Claro es que el comunismo disfrutaba entonces de un aura mistificada que se negaba a la realidad de su dictadura y de su naturaleza de capitalismo de estado, en el que los medios de producción pertenecen a los burócratas, ahora tras la caída del sistema reconvertidos en oligarcas, siguiendo la máxima gatopardiana de hacer que todo cambie para que todo siga igual.

El tercer “…ismo” del que se ha tachado al libro es: feminismo. Se sustenta la apreciación en que el personaje que en el libro aparece dotado de mayor clarividencia, capacidad de sufrimiento, dotes de improvisación y empuje es el de la madre. A los hombres apegados a la tierra su pérdida los desnorta, pero la madre está apegada a la familia, es la poseedora del fuego del hogar, y allí donde ella lo prenda la familia seguirá estando. Ha pasado casi un siglo, las circunstancias socio familiares han cambiado radicalmente, pero el rescoldo queda.

 

Desde luego todos los personajes del libro tienen pareja potencia y están muy bien delineados. Muchos se perciben como arquetipos ya conocidos: el padre analfabeto y por ende receloso –“cada vez que ha visto escribir le han sacado algo”-, sherifs y policías embebidos de poder, camareras ángeles de bar de carretera, bebedores ebrios de whisky, apóstoles de todo prohibicionismo…

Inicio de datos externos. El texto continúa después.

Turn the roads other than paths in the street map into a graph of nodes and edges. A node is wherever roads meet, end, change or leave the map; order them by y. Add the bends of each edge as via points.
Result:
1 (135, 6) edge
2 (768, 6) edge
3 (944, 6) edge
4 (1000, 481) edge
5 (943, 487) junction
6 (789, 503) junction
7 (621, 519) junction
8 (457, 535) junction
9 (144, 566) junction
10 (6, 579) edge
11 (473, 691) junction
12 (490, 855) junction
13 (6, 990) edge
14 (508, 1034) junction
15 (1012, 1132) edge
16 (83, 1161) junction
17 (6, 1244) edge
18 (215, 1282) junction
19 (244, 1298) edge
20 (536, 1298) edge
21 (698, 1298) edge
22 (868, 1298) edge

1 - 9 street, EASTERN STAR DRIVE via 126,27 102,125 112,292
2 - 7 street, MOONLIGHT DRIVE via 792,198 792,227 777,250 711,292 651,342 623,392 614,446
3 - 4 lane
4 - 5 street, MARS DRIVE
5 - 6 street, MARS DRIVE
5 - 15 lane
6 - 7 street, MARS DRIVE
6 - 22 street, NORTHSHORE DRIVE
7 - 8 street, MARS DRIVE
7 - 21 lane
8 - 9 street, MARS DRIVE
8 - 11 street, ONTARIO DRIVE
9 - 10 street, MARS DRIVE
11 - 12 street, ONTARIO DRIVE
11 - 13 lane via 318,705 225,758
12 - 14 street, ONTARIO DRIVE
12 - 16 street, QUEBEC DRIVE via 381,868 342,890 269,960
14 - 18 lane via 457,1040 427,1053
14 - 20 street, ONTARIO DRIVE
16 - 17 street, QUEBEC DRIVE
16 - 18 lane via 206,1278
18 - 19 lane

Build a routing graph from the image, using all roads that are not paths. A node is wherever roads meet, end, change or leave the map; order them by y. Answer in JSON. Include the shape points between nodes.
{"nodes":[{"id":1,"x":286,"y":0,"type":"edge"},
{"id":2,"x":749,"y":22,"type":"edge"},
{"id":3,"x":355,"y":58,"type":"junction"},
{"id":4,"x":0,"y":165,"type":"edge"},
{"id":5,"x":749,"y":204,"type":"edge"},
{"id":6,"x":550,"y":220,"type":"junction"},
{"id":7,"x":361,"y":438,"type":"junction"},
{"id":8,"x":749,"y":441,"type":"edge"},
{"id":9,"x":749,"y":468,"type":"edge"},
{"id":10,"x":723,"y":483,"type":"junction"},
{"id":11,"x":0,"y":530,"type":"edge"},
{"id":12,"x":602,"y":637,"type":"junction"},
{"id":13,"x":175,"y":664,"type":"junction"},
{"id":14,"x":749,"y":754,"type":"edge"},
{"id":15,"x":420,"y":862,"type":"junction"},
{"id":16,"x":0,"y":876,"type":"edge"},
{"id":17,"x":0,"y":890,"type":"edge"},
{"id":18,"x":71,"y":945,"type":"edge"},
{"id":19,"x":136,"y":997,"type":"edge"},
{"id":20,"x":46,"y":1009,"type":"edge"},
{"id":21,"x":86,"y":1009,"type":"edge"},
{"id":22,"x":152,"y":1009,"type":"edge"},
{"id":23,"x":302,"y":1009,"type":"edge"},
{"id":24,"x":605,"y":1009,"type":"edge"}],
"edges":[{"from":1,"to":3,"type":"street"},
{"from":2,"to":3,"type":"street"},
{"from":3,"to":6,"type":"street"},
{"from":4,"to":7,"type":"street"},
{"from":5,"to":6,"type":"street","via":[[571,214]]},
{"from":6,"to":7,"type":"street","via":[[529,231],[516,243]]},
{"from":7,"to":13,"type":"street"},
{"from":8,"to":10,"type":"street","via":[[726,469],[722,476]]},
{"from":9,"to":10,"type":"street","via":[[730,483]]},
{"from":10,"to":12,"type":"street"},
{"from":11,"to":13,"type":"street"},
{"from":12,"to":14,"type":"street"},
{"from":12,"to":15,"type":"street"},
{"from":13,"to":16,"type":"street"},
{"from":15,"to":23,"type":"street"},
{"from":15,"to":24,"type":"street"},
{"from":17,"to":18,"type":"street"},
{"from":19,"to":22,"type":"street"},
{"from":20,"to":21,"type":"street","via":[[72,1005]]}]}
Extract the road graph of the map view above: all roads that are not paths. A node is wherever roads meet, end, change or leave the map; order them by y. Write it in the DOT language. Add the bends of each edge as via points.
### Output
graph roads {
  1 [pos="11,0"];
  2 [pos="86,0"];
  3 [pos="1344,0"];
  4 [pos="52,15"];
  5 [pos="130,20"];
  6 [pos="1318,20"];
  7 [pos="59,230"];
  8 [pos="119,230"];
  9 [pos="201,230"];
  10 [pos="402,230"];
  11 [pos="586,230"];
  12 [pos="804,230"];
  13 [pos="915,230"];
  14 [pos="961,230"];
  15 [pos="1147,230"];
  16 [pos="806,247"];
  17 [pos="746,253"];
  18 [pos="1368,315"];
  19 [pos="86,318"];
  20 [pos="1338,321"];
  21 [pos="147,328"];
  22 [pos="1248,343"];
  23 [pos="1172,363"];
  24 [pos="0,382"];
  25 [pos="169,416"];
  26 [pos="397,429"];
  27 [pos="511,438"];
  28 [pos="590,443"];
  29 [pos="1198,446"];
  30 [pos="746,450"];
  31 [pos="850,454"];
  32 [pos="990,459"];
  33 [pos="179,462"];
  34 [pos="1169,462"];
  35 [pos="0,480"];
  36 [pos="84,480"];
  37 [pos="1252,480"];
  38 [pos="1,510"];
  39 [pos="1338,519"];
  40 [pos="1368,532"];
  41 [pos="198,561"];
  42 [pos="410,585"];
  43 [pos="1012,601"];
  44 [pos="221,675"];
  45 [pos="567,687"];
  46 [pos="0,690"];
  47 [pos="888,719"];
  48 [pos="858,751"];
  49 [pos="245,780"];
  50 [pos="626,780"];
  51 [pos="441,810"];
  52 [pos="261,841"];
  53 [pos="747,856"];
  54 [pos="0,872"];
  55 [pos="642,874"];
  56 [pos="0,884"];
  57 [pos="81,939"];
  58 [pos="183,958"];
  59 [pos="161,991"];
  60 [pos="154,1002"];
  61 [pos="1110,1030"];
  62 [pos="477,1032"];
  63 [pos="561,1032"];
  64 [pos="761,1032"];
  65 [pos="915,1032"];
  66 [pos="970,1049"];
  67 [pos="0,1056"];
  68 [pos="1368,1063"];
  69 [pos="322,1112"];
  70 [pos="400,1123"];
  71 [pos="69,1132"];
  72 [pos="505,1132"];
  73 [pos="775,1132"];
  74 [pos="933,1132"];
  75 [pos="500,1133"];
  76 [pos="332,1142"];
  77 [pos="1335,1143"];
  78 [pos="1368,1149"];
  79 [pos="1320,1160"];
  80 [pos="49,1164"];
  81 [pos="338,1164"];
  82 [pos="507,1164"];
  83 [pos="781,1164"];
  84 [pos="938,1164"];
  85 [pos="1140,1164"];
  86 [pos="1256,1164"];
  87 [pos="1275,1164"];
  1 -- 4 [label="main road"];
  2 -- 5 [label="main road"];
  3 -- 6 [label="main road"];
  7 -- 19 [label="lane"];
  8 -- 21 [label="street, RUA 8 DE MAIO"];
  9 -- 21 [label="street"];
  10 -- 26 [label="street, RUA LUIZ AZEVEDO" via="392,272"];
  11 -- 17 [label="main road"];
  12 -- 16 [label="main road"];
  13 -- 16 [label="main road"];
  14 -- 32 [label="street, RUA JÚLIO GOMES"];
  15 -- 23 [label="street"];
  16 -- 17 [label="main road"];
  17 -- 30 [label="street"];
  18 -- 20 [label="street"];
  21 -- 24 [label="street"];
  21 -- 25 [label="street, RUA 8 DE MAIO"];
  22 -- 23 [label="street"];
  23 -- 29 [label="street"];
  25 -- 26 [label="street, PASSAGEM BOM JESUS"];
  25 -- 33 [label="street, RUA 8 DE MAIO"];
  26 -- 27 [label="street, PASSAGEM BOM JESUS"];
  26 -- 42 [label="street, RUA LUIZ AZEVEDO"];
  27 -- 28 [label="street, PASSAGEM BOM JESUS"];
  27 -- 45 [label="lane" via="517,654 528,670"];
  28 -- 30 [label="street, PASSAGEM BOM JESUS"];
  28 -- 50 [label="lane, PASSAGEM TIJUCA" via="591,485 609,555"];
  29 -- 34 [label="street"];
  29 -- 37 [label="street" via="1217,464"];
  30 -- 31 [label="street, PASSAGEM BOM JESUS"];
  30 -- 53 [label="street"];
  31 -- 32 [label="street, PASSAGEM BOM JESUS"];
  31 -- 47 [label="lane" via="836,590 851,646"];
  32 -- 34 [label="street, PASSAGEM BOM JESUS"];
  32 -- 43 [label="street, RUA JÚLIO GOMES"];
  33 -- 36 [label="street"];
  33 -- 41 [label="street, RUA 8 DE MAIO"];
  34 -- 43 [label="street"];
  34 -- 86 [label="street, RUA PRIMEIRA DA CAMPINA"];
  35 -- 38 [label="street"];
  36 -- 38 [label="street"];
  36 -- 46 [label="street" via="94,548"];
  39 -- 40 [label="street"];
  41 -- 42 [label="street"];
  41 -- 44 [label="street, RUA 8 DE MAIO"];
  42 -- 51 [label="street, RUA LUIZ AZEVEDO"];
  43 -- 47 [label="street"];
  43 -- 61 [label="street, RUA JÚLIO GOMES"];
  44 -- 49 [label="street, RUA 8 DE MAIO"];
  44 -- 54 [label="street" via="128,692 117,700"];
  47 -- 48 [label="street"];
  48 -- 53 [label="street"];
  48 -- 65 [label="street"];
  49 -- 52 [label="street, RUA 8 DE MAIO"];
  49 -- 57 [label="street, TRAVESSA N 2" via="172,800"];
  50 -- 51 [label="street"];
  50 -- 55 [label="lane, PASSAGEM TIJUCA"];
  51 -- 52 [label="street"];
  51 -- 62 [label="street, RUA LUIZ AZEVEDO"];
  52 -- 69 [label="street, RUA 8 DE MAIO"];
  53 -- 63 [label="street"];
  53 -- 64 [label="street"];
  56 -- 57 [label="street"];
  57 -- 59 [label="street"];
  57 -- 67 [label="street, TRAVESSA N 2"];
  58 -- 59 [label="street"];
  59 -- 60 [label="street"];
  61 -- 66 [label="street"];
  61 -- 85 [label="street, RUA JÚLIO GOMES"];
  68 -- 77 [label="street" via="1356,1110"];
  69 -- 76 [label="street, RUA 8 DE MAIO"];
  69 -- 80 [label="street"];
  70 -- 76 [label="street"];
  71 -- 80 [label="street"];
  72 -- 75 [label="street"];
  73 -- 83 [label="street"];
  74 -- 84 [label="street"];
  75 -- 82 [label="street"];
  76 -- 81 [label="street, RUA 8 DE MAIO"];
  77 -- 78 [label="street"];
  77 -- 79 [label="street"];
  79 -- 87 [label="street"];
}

Impacta la figura del predicador. Tiene el aire unamuniano del San Manuel Bueno, mártir, quien ejercía también la fe del sacerdocio aun siendo incapaz de creer en los misterios que predicaba.

La duda que asalta al personaje de nuestra novela es ciertamente más prosaica: la compatibilidad de su misión con su pasión por las mujeres. Ello le lleva a sentirse indigno de su papel de predicador, pero no puede dejar de ejercerlo por presiones de la familia que en algún momento necesita de consuelo o de alguien que sepa expresarse con la gravedad adecuada a la ocasión. Como cuando se ha de enterrar al abuelo: “Este anciano vivió su vida y hoy ha fallecido. No sé si fue bueno o malo, pero eso no importa mucho. Vivió y eso es lo que importa. Y ahora está muerto y eso no tiene importancia. Una vez escuché a un hombre recitar un poema: <<Todo lo que vive es sagrado>>. Pensando un poco se descubre su verdadero sentido. Él está perfectamente bien. Tenía una misión en la vida, pero ya ha terminado. Pero nosotros tenemos que vivir, y hay miles de vidas, y no sabemos cuál seguir. Y si yo hubiere de rezar, lo haría para aquellos que no saben dónde volverse. El abuelo tomó el camino más recto y definitivo Y ahora, cúbranlo de tierra, y déjenlo en paz.” Quiere dejar de predicar, pero no puede  por el amor de/a sus fieles.

Llevando el agua a nuestro molino, podríamos escucharle lo mismo que oímos decir al santo Manuel, naturalmente en una boda: “¡Ay, si pudiese cambiar el agua toda de nuestro lago en vino, en un vinillo que por mucho que de él se bebiera alegrara siempre sin emborracharse nunca…o por lo menos con una borrachera alegre!

La lectura de este libro es un ejercicio espiritual. No del estilo de los que hube de practicar en mi adolescencia que, por decirlo con adecuados términos vitivinícolas, padecían de exceso de sulfuroso, sino lleno de vida.

“¡Hay que vivir!” dice el uno, “Todo lo que vive es sagrado”. añade el otro. El vino es vida, bebamos dignamente.